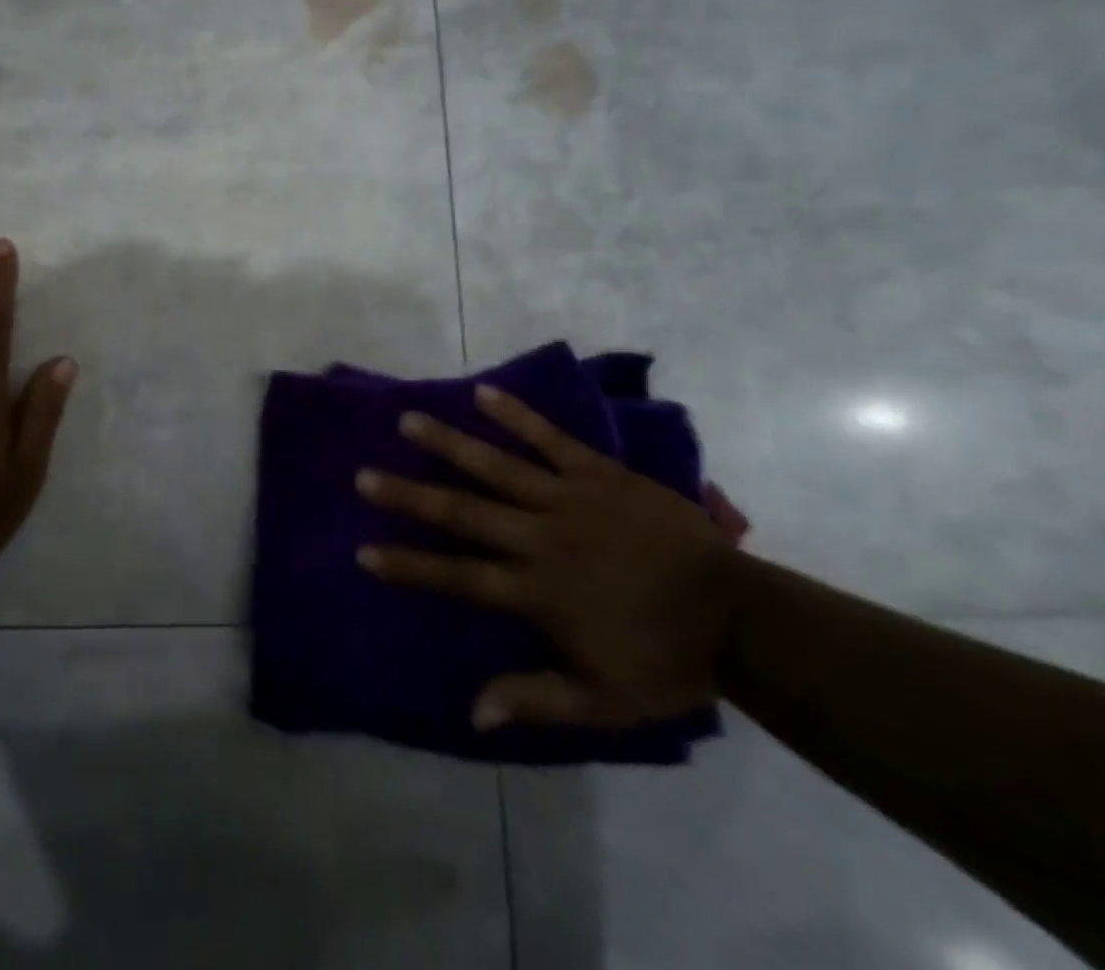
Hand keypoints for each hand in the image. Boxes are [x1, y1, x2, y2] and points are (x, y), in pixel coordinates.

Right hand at [357, 386, 740, 731]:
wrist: (740, 616)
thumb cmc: (666, 660)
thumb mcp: (604, 702)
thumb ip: (537, 699)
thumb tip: (473, 712)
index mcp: (537, 591)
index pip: (458, 576)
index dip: (408, 565)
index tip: (364, 552)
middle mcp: (541, 538)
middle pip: (464, 513)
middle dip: (409, 496)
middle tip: (365, 476)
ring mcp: (569, 499)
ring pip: (497, 466)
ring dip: (448, 444)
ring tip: (408, 421)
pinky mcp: (598, 472)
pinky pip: (551, 439)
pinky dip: (517, 415)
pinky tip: (483, 393)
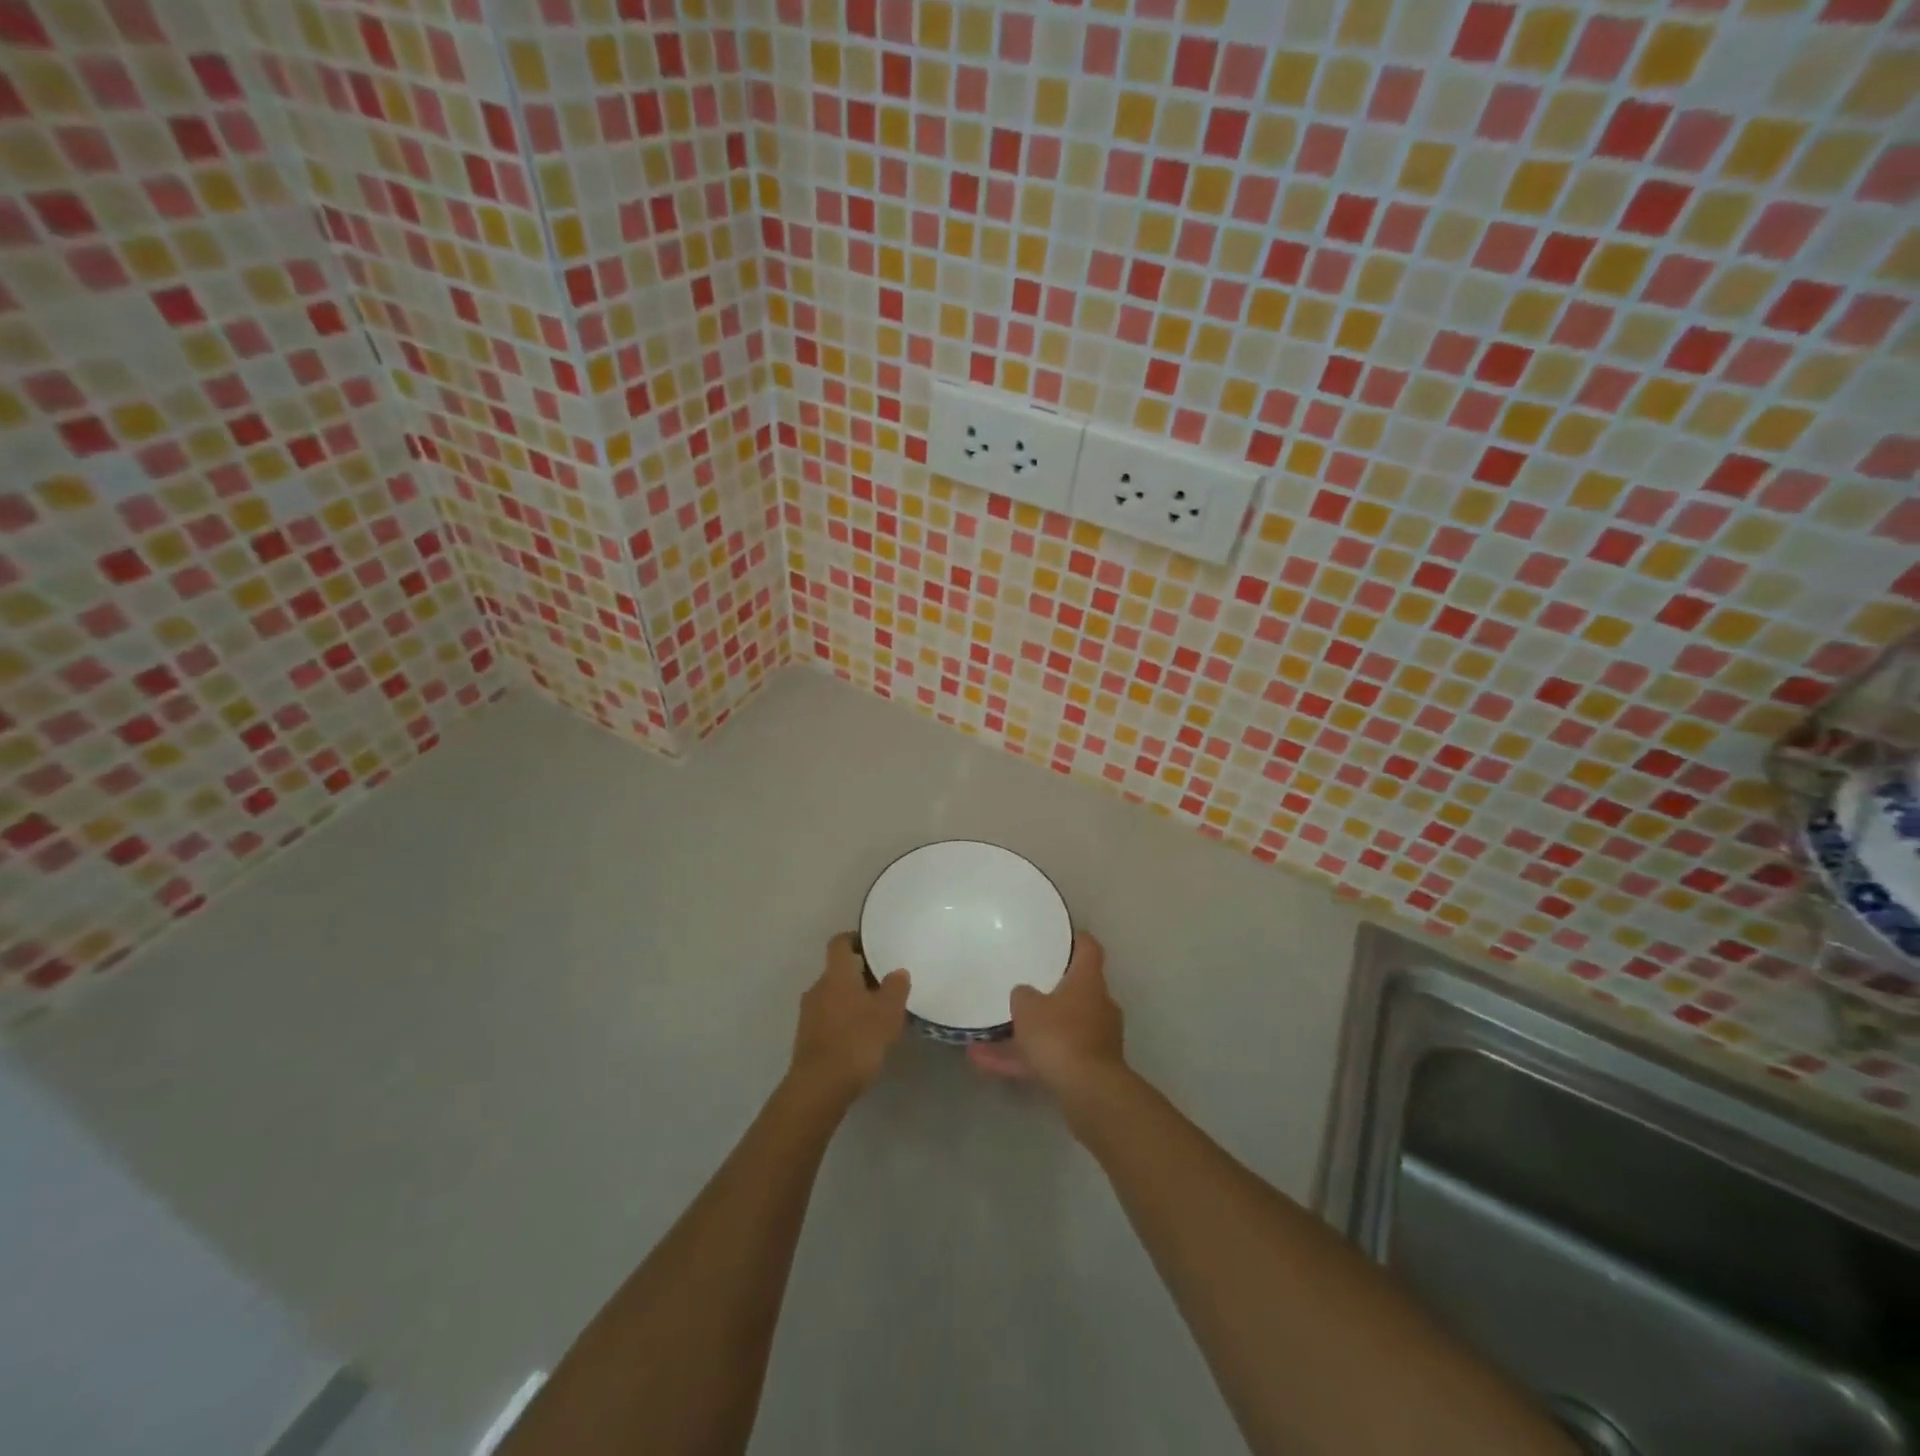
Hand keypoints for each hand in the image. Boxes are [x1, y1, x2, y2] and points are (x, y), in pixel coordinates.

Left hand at [788, 933, 910, 1105]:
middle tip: (884, 986)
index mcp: (836, 974)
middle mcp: (818, 988)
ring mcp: (808, 1014)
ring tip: (876, 1015)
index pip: (839, 943)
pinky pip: (827, 1019)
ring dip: (851, 1001)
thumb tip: (897, 972)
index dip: (854, 939)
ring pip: (832, 996)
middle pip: (837, 971)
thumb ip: (895, 988)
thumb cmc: (857, 1040)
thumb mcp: (887, 1013)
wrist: (820, 1087)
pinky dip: (843, 1022)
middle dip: (859, 976)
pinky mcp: (806, 1039)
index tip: (872, 946)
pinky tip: (860, 1039)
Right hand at [966, 933, 1124, 1102]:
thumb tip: (1024, 994)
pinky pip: (1050, 1058)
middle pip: (1074, 992)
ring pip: (1056, 1030)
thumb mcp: (1028, 1007)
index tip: (1062, 935)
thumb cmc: (1060, 1034)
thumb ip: (1023, 995)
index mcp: (1088, 981)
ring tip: (984, 1039)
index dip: (1076, 940)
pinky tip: (984, 1064)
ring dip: (1025, 1035)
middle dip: (1048, 994)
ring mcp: (1095, 1040)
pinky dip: (1023, 1061)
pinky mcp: (1086, 1070)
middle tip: (1022, 990)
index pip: (1089, 949)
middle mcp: (1097, 1006)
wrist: (1088, 1091)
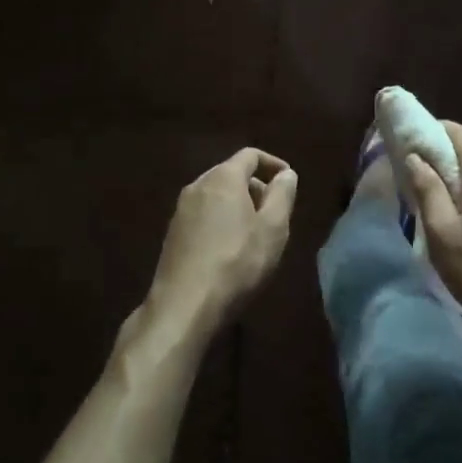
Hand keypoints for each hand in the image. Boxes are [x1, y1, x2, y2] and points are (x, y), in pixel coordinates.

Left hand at [142, 148, 297, 346]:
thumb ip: (282, 195)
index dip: (273, 164)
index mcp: (224, 177)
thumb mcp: (272, 229)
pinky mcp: (173, 234)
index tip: (288, 182)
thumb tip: (286, 174)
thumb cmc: (236, 263)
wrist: (183, 307)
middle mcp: (198, 185)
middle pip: (232, 174)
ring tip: (255, 234)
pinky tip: (230, 250)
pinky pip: (204, 214)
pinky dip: (221, 221)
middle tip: (274, 213)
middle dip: (256, 187)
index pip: (250, 155)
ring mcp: (181, 210)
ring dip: (238, 206)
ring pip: (217, 195)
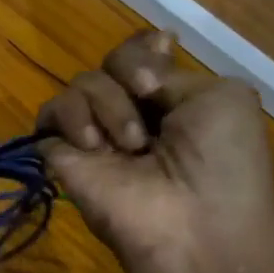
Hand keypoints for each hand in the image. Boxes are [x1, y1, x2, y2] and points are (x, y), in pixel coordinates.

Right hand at [37, 31, 273, 267]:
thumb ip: (172, 73)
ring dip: (108, 103)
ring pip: (82, 83)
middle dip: (130, 70)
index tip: (161, 50)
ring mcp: (96, 133)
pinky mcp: (62, 153)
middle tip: (146, 95)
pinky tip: (94, 145)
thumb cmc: (222, 162)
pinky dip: (70, 118)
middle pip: (111, 61)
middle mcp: (132, 111)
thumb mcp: (223, 99)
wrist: (192, 224)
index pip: (143, 53)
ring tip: (130, 144)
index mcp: (172, 99)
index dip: (144, 48)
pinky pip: (50, 113)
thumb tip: (137, 76)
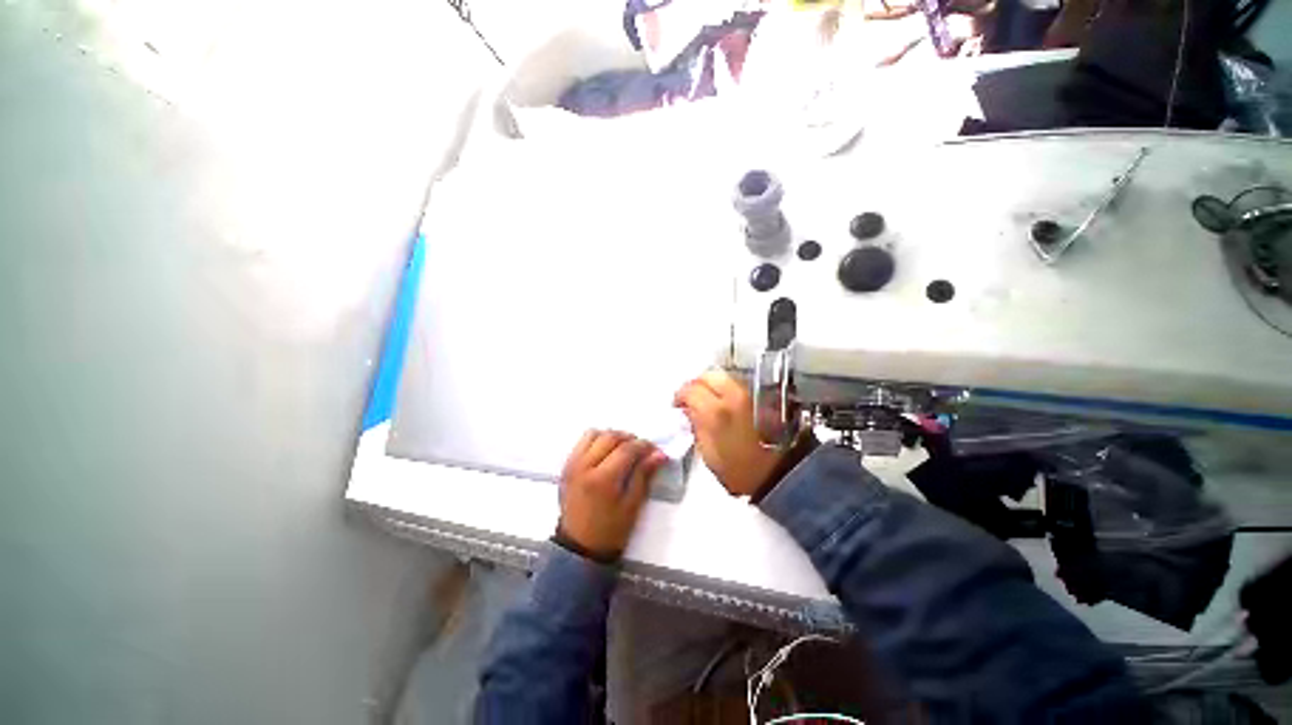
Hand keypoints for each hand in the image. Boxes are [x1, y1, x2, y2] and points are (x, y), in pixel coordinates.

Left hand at [557, 431, 666, 561]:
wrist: (579, 548)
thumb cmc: (610, 531)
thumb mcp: (632, 505)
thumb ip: (644, 475)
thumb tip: (659, 454)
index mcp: (602, 479)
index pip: (626, 449)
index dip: (643, 446)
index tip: (654, 450)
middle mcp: (584, 466)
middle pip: (610, 437)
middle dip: (629, 438)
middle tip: (640, 449)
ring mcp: (572, 464)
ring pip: (593, 434)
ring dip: (611, 436)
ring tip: (622, 448)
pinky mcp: (566, 466)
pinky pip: (582, 442)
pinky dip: (597, 440)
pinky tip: (606, 453)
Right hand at [673, 370, 789, 497]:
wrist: (779, 474)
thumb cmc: (740, 471)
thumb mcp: (708, 454)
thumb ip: (696, 426)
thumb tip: (689, 411)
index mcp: (716, 412)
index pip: (690, 389)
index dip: (680, 396)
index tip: (678, 405)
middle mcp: (733, 397)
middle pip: (708, 375)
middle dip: (695, 384)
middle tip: (691, 399)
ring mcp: (749, 395)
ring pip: (724, 376)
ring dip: (711, 385)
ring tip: (707, 400)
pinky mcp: (760, 398)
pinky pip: (736, 385)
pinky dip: (725, 389)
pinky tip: (723, 403)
::::::
→ **WHAT IS BEING ASKED**:
Set aside the pictures. Then return every line of the material above verbatim.

→ **ANSWER TO THE EXERCISE**:
Hand keypoints for each hand in the image. Boxes are [x1, y1, x2, y2] and points are (x, y), in pixel coordinates.

Right hand at [357, 386, 740, 731]:
wrist: (740, 616)
thumb cmc: (666, 660)
thumb mcp: (604, 702)
thumb ip: (537, 699)
thumb tip: (473, 712)
index mcp: (537, 591)
index pip: (458, 576)
index dip: (408, 565)
index tip: (364, 552)
middle mcp: (541, 538)
middle pip: (464, 513)
middle dip: (409, 496)
middle tip: (365, 476)
ring mcp: (569, 499)
ring pip: (497, 466)
ring dip: (448, 444)
ring tip: (408, 421)
pinky mcp: (598, 472)
pinky pip: (551, 439)
pinky dip: (517, 415)
pinky tip: (483, 393)
Hand keypoints for each hand in the image. Boxes are [x1, y1, x2, y2] and points are (x, y), in pixel coordinates.

Left hand at [788, 933, 910, 1105]:
middle tip: (884, 986)
index mcp: (836, 974)
middle mcp: (818, 988)
ring mcp: (808, 1014)
ring tip: (876, 1015)
index pip: (839, 943)
pinky pip: (827, 1019)
ring dip: (851, 1001)
thumb tip: (897, 972)
index dip: (854, 939)
ring pip: (832, 996)
middle pip: (837, 971)
thumb ip: (895, 988)
thumb cmc: (857, 1040)
thumb mcp: (887, 1013)
wrist: (820, 1087)
pinky dip: (843, 1022)
middle dip: (859, 976)
pinky mcp: (806, 1039)
index tip: (872, 946)
pinky tip: (860, 1039)
Right hand at [966, 933, 1124, 1102]:
thumb tip: (1024, 994)
pinky pip: (1050, 1058)
middle pip: (1074, 992)
ring pip: (1056, 1030)
thumb mcp: (1028, 1007)
index tip: (1062, 935)
thumb cmc: (1060, 1034)
thumb ip: (1023, 995)
index mcp: (1088, 981)
ring tip: (984, 1039)
index dip: (1076, 940)
pinky tip: (984, 1064)
ring dip: (1025, 1035)
middle dip: (1048, 994)
ring mcp: (1095, 1040)
pinky dip: (1023, 1061)
pinky mcp: (1086, 1070)
middle tip: (1022, 990)
index pip: (1089, 949)
middle mcp: (1097, 1006)
wrist: (1088, 1091)
Hand keypoints for each hand in the image. Boxes are [x1, y1, x2, y2] and points are (x, y), in pixel coordinates.

Left hand at [142, 148, 297, 346]:
thumb ip: (282, 195)
index dip: (273, 164)
index mcp: (224, 177)
thumb mcp: (272, 229)
pinky mcp: (173, 234)
index tip: (288, 182)
thumb tip: (286, 174)
thumb cmc: (236, 263)
wrist: (183, 307)
middle mcp: (198, 185)
middle pip: (232, 174)
ring tip: (255, 234)
pinky tip: (230, 250)
pinky pip: (204, 214)
pinky dip: (221, 221)
middle tip: (274, 213)
middle dip: (256, 187)
index pip: (250, 155)
ring mcp: (181, 210)
ring dip: (238, 206)
ring pip: (217, 195)
Hand keypoints for each hand in the image. Boxes are [x1, y1, x2, y2] and points are (x, y), in pixel coordinates.

Right hand at [37, 31, 273, 267]:
thumb ip: (172, 73)
ring dip: (108, 103)
ring pip: (82, 83)
middle dip: (130, 70)
index tip: (161, 50)
ring mcp: (96, 133)
pinky mcp: (62, 153)
middle tip: (146, 95)
pinky tip: (94, 145)
thumb cmc: (222, 162)
pinky dip: (70, 118)
middle pip: (111, 61)
middle mcp: (132, 111)
thumb mcp: (223, 99)
wrist: (192, 224)
index pip: (143, 53)
ring tip: (130, 144)
index mcp: (172, 99)
index dip: (144, 48)
pinky pip: (50, 113)
thumb tip: (137, 76)
Hand keypoints for each hand in the image. Boxes are [x1, y1, x2, y2] and points are (x, y), in pixel coordinates.

Left hand at [557, 431, 666, 561]:
wrist: (579, 548)
thumb cmc: (610, 531)
thumb mcp: (632, 505)
thumb ip: (644, 475)
thumb tip: (659, 454)
index mcp: (602, 479)
index pip: (626, 449)
index dip: (643, 446)
index tip: (654, 450)
middle mcp: (584, 466)
middle pip: (610, 437)
middle dip: (629, 438)
middle tip: (640, 449)
ring mcp: (572, 464)
ring pip: (593, 434)
ring dip: (611, 436)
ring tip: (622, 448)
pinky mcp: (566, 466)
pinky pip: (582, 442)
pinky dip: (597, 440)
pinky tip: (606, 453)
Right hand at [673, 370, 789, 497]:
wrist: (779, 474)
thumb cmc: (740, 471)
thumb mcp: (708, 454)
thumb ip: (696, 426)
thumb tip: (689, 411)
index mcp: (716, 412)
index pip: (690, 389)
index dip: (680, 396)
index tip: (678, 405)
middle mcp: (733, 397)
middle pip: (708, 375)
middle dip: (695, 384)
middle tip: (691, 399)
ring mcp: (749, 395)
ring pip: (724, 376)
ring dip: (711, 385)
ring tip: (707, 400)
pinky mcp: (760, 398)
pinky pip: (736, 385)
pinky dip: (725, 389)
pinky tip: (723, 403)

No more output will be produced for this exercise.